* Entries shown:
*** Begin section ***

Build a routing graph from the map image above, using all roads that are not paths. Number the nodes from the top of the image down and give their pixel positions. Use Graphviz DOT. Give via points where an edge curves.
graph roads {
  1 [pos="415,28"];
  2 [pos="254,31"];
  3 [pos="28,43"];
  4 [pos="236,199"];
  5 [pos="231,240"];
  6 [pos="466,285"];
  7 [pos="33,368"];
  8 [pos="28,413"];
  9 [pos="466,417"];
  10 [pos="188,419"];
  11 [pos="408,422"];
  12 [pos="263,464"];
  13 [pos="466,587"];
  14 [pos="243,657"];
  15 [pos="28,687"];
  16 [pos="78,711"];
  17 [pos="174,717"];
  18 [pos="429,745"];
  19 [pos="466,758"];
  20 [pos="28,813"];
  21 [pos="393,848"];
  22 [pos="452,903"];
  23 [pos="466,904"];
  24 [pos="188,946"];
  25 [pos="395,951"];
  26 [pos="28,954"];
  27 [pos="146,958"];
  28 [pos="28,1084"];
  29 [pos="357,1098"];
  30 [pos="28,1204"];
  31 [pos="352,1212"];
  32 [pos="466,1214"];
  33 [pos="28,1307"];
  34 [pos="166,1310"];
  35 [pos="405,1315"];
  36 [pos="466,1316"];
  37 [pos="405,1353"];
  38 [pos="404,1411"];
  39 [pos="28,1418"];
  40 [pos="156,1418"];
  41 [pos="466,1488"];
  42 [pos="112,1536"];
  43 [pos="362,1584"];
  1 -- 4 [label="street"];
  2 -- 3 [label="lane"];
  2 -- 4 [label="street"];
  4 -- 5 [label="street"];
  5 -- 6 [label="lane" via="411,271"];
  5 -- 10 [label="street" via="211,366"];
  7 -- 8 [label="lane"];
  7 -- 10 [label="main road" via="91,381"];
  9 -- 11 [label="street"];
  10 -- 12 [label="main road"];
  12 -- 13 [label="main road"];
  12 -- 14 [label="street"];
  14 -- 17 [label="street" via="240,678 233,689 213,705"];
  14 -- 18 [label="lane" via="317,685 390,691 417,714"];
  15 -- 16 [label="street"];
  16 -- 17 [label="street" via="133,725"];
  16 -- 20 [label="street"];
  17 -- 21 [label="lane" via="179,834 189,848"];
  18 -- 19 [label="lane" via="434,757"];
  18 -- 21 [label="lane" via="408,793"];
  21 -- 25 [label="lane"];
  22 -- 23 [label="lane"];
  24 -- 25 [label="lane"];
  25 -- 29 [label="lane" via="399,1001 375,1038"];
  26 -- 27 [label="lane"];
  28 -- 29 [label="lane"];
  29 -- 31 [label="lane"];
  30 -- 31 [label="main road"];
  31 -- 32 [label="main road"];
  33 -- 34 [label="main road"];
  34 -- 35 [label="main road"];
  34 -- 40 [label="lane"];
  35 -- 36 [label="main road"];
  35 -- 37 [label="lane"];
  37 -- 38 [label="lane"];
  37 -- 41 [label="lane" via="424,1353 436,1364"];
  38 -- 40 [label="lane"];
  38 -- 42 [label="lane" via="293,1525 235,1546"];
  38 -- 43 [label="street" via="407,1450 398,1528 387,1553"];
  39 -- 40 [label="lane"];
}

*** End section ***

The full listing, repeated exactly, is the expected answer.

* Output for this exercise:
Build a routing graph from the map image above, using all roads that are not paths. Number the nodes from the top of the image down and give their pixel positions. Use Graphviz DOT. Give via points where an edge curves.
graph roads {
  1 [pos="415,28"];
  2 [pos="254,31"];
  3 [pos="28,43"];
  4 [pos="236,199"];
  5 [pos="231,240"];
  6 [pos="466,285"];
  7 [pos="33,368"];
  8 [pos="28,413"];
  9 [pos="466,417"];
  10 [pos="188,419"];
  11 [pos="408,422"];
  12 [pos="263,464"];
  13 [pos="466,587"];
  14 [pos="243,657"];
  15 [pos="28,687"];
  16 [pos="78,711"];
  17 [pos="174,717"];
  18 [pos="429,745"];
  19 [pos="466,758"];
  20 [pos="28,813"];
  21 [pos="393,848"];
  22 [pos="452,903"];
  23 [pos="466,904"];
  24 [pos="188,946"];
  25 [pos="395,951"];
  26 [pos="28,954"];
  27 [pos="146,958"];
  28 [pos="28,1084"];
  29 [pos="357,1098"];
  30 [pos="28,1204"];
  31 [pos="352,1212"];
  32 [pos="466,1214"];
  33 [pos="28,1307"];
  34 [pos="166,1310"];
  35 [pos="405,1315"];
  36 [pos="466,1316"];
  37 [pos="405,1353"];
  38 [pos="404,1411"];
  39 [pos="28,1418"];
  40 [pos="156,1418"];
  41 [pos="466,1488"];
  42 [pos="112,1536"];
  43 [pos="362,1584"];
  1 -- 4 [label="street"];
  2 -- 3 [label="lane"];
  2 -- 4 [label="street"];
  4 -- 5 [label="street"];
  5 -- 6 [label="lane" via="411,271"];
  5 -- 10 [label="street" via="211,366"];
  7 -- 8 [label="lane"];
  7 -- 10 [label="main road" via="91,381"];
  9 -- 11 [label="street"];
  10 -- 12 [label="main road"];
  12 -- 13 [label="main road"];
  12 -- 14 [label="street"];
  14 -- 17 [label="street" via="240,678 233,689 213,705"];
  14 -- 18 [label="lane" via="317,685 390,691 417,714"];
  15 -- 16 [label="street"];
  16 -- 17 [label="street" via="133,725"];
  16 -- 20 [label="street"];
  17 -- 21 [label="lane" via="179,834 189,848"];
  18 -- 19 [label="lane" via="434,757"];
  18 -- 21 [label="lane" via="408,793"];
  21 -- 25 [label="lane"];
  22 -- 23 [label="lane"];
  24 -- 25 [label="lane"];
  25 -- 29 [label="lane" via="399,1001 375,1038"];
  26 -- 27 [label="lane"];
  28 -- 29 [label="lane"];
  29 -- 31 [label="lane"];
  30 -- 31 [label="main road"];
  31 -- 32 [label="main road"];
  33 -- 34 [label="main road"];
  34 -- 35 [label="main road"];
  34 -- 40 [label="lane"];
  35 -- 36 [label="main road"];
  35 -- 37 [label="lane"];
  37 -- 38 [label="lane"];
  37 -- 41 [label="lane" via="424,1353 436,1364"];
  38 -- 40 [label="lane"];
  38 -- 42 [label="lane" via="293,1525 235,1546"];
  38 -- 43 [label="street" via="407,1450 398,1528 387,1553"];
  39 -- 40 [label="lane"];
}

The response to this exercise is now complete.